WORK INSTRUCTIONS: Return, word for word, only the lines from the one containing "Which roads connect where in the picture?" through the last line of the entries.

RECORDED INFORMATION section start

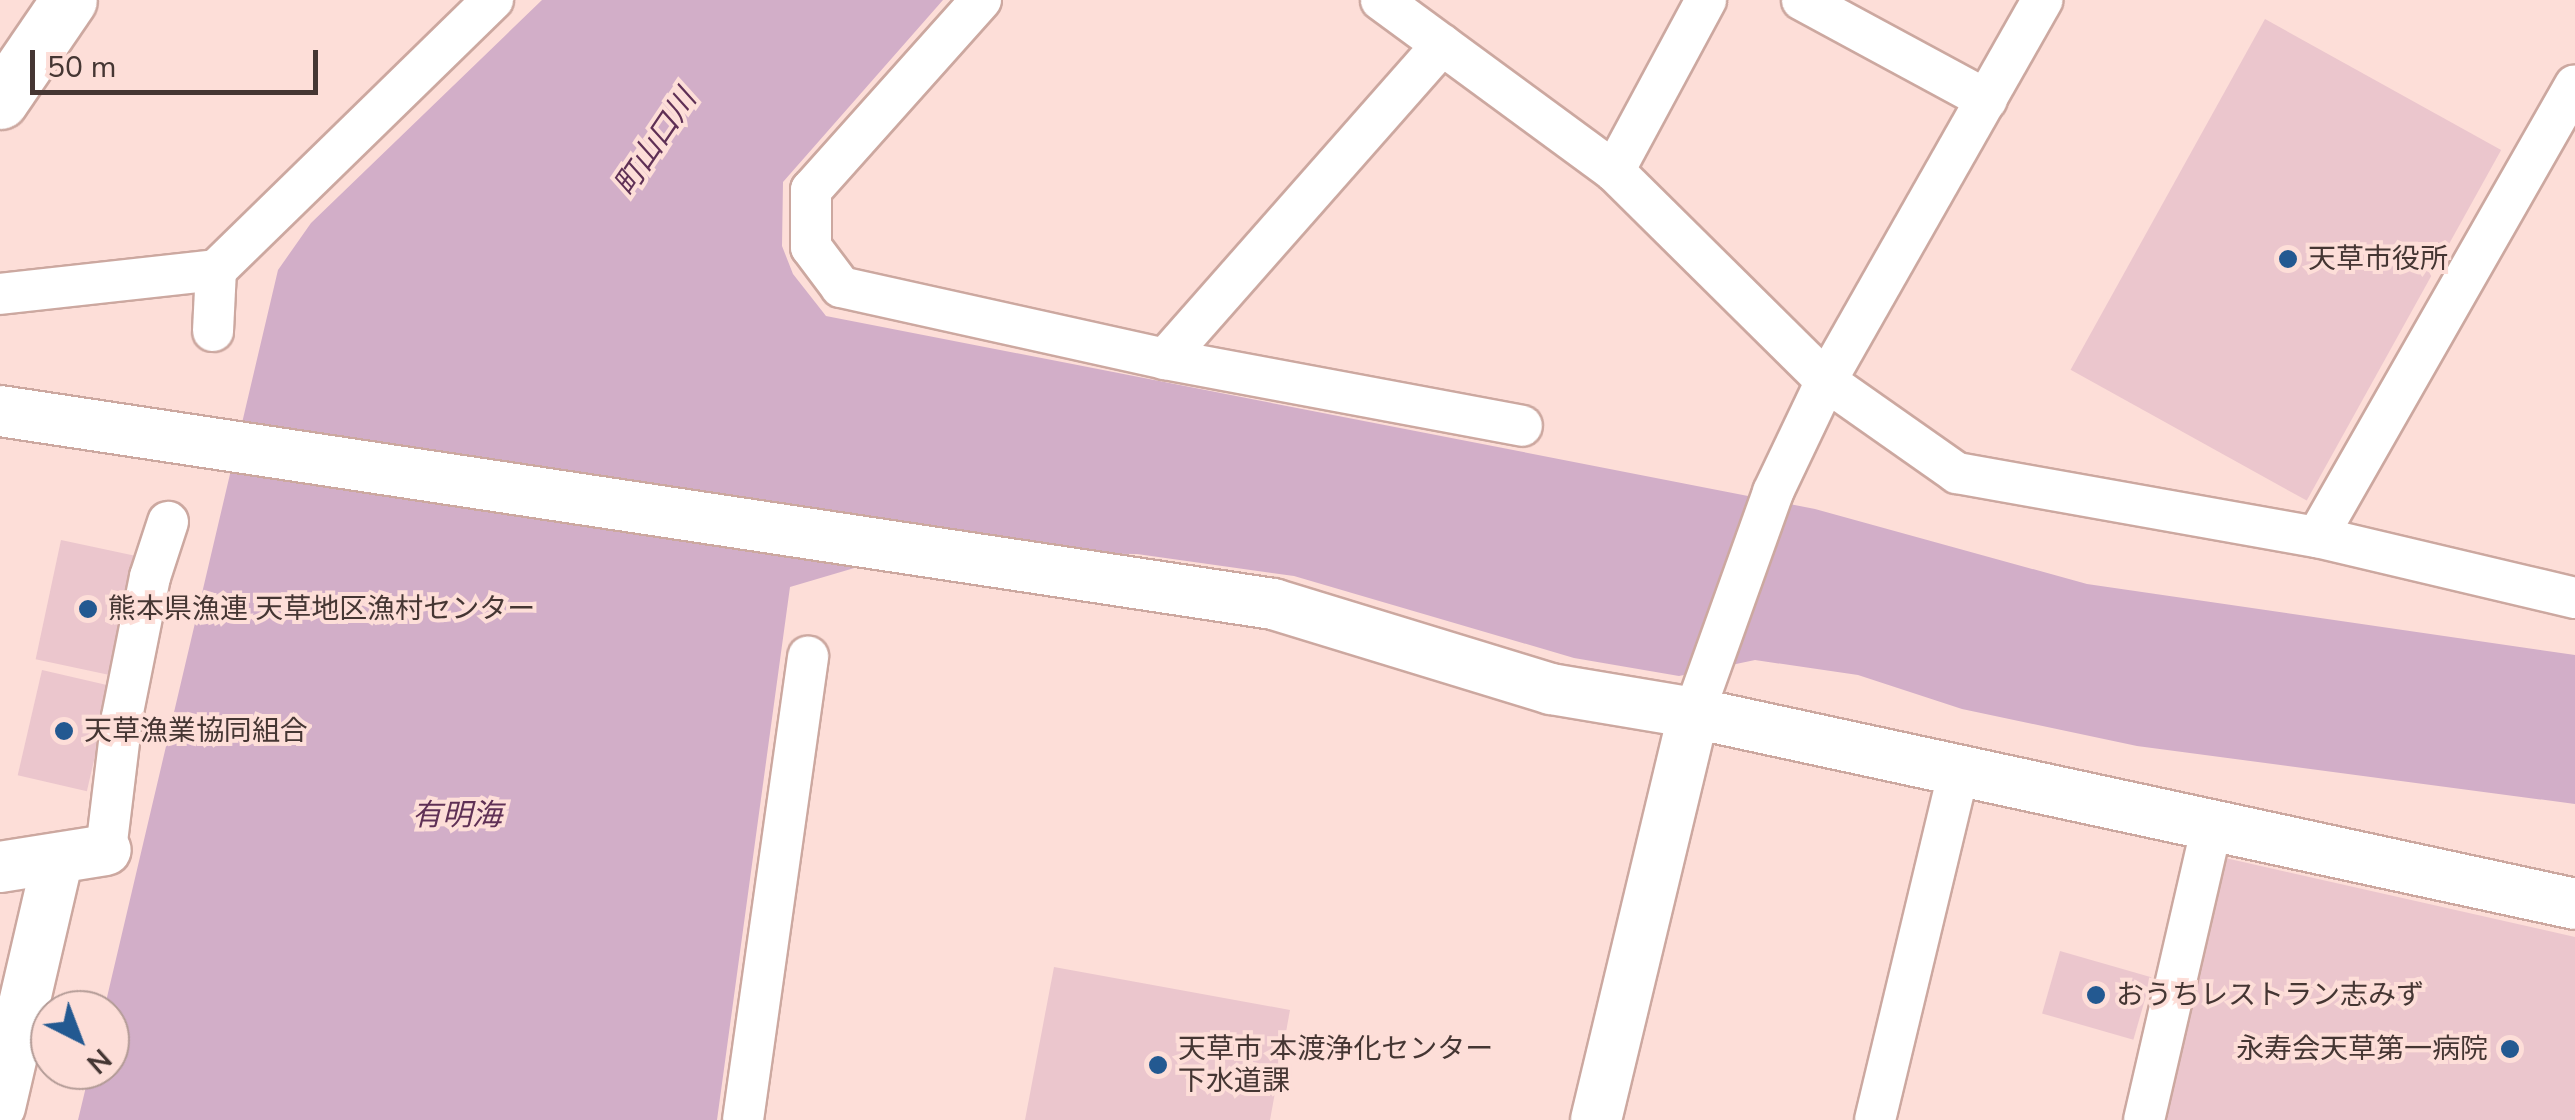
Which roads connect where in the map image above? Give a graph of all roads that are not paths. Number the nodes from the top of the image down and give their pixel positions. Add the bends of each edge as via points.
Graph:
1 (69, 0) edge
2 (493, 0) edge
3 (981, 0) edge
4 (1381, 0) edge
5 (1706, 0) edge
6 (1802, 0) edge
7 (2042, 0) edge
8 (1442, 45) junction
9 (2575, 86) edge
10 (1986, 100) junction
11 (0, 101) edge
12 (1614, 171) junction
13 (216, 270) junction
14 (0, 294) edge
15 (213, 331) dead end
16 (1165, 360) junction
17 (1826, 381) junction
18 (0, 412) edge
19 (1522, 426) dead end
20 (168, 522) dead end
21 (2317, 537) junction
22 (2575, 598) edge
23 (808, 657) dead end
24 (1699, 699) junction
25 (1959, 770) junction
26 (2212, 826) junction
27 (106, 850) joint
28 (57, 862) junction
29 (0, 866) edge
30 (2575, 904) edge
31 (0, 1108) edge
32 (743, 1120) edge
33 (1596, 1120) edge
34 (1875, 1120) edge
35 (2144, 1120) edge

1 - 11 main road
2 - 13 street
3 - 16 street via 811,190 811,247 822,270 866,297
4 - 8 street
5 - 12 street
6 - 10 street
7 - 10 street
8 - 12 street
8 - 16 street
9 - 21 street
10 - 17 street
12 - 17 street
13 - 14 street
13 - 15 street
16 - 19 street
17 - 21 street via 1958,473
17 - 24 street via 1773,492
18 - 24 street via 1272,604 1552,689
20 - 27 street via 125,700
21 - 22 street
23 - 32 street
24 - 25 street
24 - 33 street
25 - 26 street
25 - 34 street
26 - 30 street
26 - 35 street
27 - 28 street
28 - 29 street
28 - 31 street

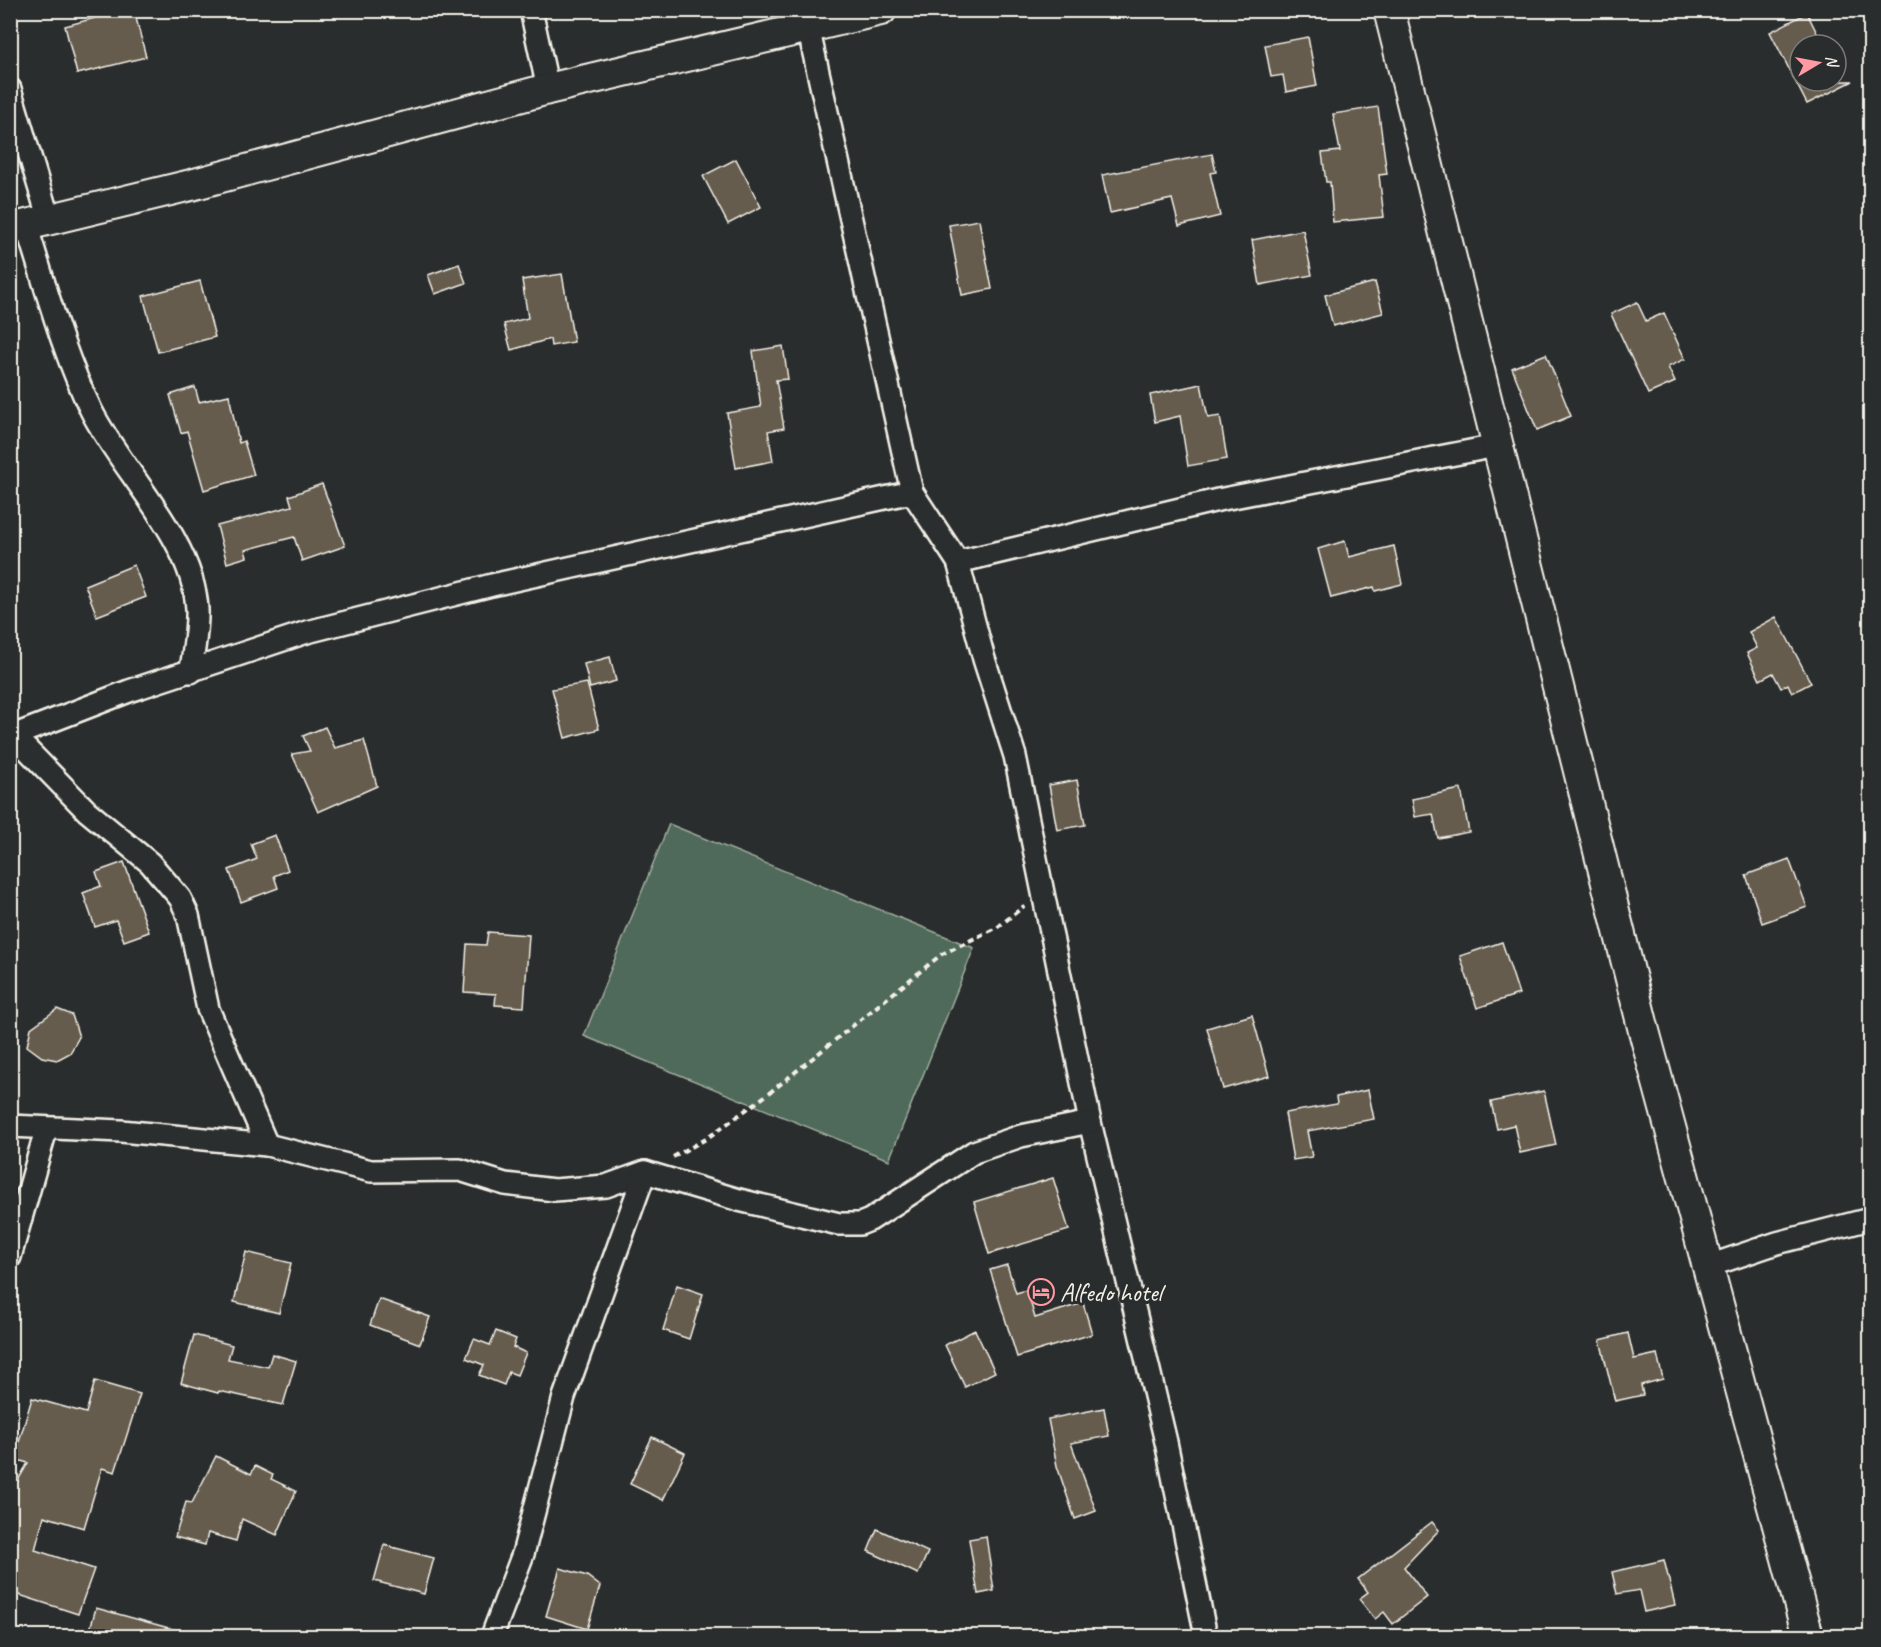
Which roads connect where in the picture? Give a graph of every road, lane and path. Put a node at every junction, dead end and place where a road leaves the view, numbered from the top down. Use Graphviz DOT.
graph roads {
  1 [pos="531,10"];
  2 [pos="881,10"];
  3 [pos="1389,10"];
  4 [pos="808,27"];
  5 [pos="10,89"];
  6 [pos="548,89"];
  7 [pos="28,225"];
  8 [pos="1496,446"];
  9 [pos="912,492"];
  10 [pos="958,562"];
  11 [pos="191,672"];
  12 [pos="12,736"];
  13 [pos="1043,890"];
  14 [pos="1090,1122"];
  15 [pos="10,1126"];
  16 [pos="46,1130"];
  17 [pos="267,1145"];
  18 [pos="645,1172"];
  19 [pos="1870,1219"];
  20 [pos="10,1257"];
  21 [pos="1706,1267"];
  22 [pos="492,1636"];
  23 [pos="1206,1636"];
  24 [pos="1808,1636"];
  1 -- 6 [label="street"];
  2 -- 4 [label="street"];
  3 -- 8 [label="street"];
  4 -- 6 [label="street"];
  4 -- 9 [label="street"];
  5 -- 7 [label="street"];
  6 -- 7 [label="street"];
  7 -- 11 [label="street"];
  8 -- 10 [label="street"];
  8 -- 21 [label="street"];
  9 -- 10 [label="street"];
  9 -- 11 [label="street"];
  10 -- 13 [label="street"];
  11 -- 12 [label="street"];
  12 -- 17 [label="street"];
  13 -- 14 [label="street"];
  13 -- 18 [label="path"];
  14 -- 18 [label="street"];
  14 -- 23 [label="street"];
  15 -- 16 [label="street"];
  16 -- 17 [label="street"];
  16 -- 20 [label="street"];
  17 -- 18 [label="street"];
  18 -- 22 [label="street"];
  19 -- 21 [label="street"];
  21 -- 24 [label="street"];
}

RECORDED INFORMATION section end

TASK RESULT:
Which roads connect where in the picture? Give a graph of every road, lane and path. Put a node at every junction, dead end and place where a road leaves the view, numbered from the top down. Use Graphviz DOT.
graph roads {
  1 [pos="531,10"];
  2 [pos="881,10"];
  3 [pos="1389,10"];
  4 [pos="808,27"];
  5 [pos="10,89"];
  6 [pos="548,89"];
  7 [pos="28,225"];
  8 [pos="1496,446"];
  9 [pos="912,492"];
  10 [pos="958,562"];
  11 [pos="191,672"];
  12 [pos="12,736"];
  13 [pos="1043,890"];
  14 [pos="1090,1122"];
  15 [pos="10,1126"];
  16 [pos="46,1130"];
  17 [pos="267,1145"];
  18 [pos="645,1172"];
  19 [pos="1870,1219"];
  20 [pos="10,1257"];
  21 [pos="1706,1267"];
  22 [pos="492,1636"];
  23 [pos="1206,1636"];
  24 [pos="1808,1636"];
  1 -- 6 [label="street"];
  2 -- 4 [label="street"];
  3 -- 8 [label="street"];
  4 -- 6 [label="street"];
  4 -- 9 [label="street"];
  5 -- 7 [label="street"];
  6 -- 7 [label="street"];
  7 -- 11 [label="street"];
  8 -- 10 [label="street"];
  8 -- 21 [label="street"];
  9 -- 10 [label="street"];
  9 -- 11 [label="street"];
  10 -- 13 [label="street"];
  11 -- 12 [label="street"];
  12 -- 17 [label="street"];
  13 -- 14 [label="street"];
  13 -- 18 [label="path"];
  14 -- 18 [label="street"];
  14 -- 23 [label="street"];
  15 -- 16 [label="street"];
  16 -- 17 [label="street"];
  16 -- 20 [label="street"];
  17 -- 18 [label="street"];
  18 -- 22 [label="street"];
  19 -- 21 [label="street"];
  21 -- 24 [label="street"];
}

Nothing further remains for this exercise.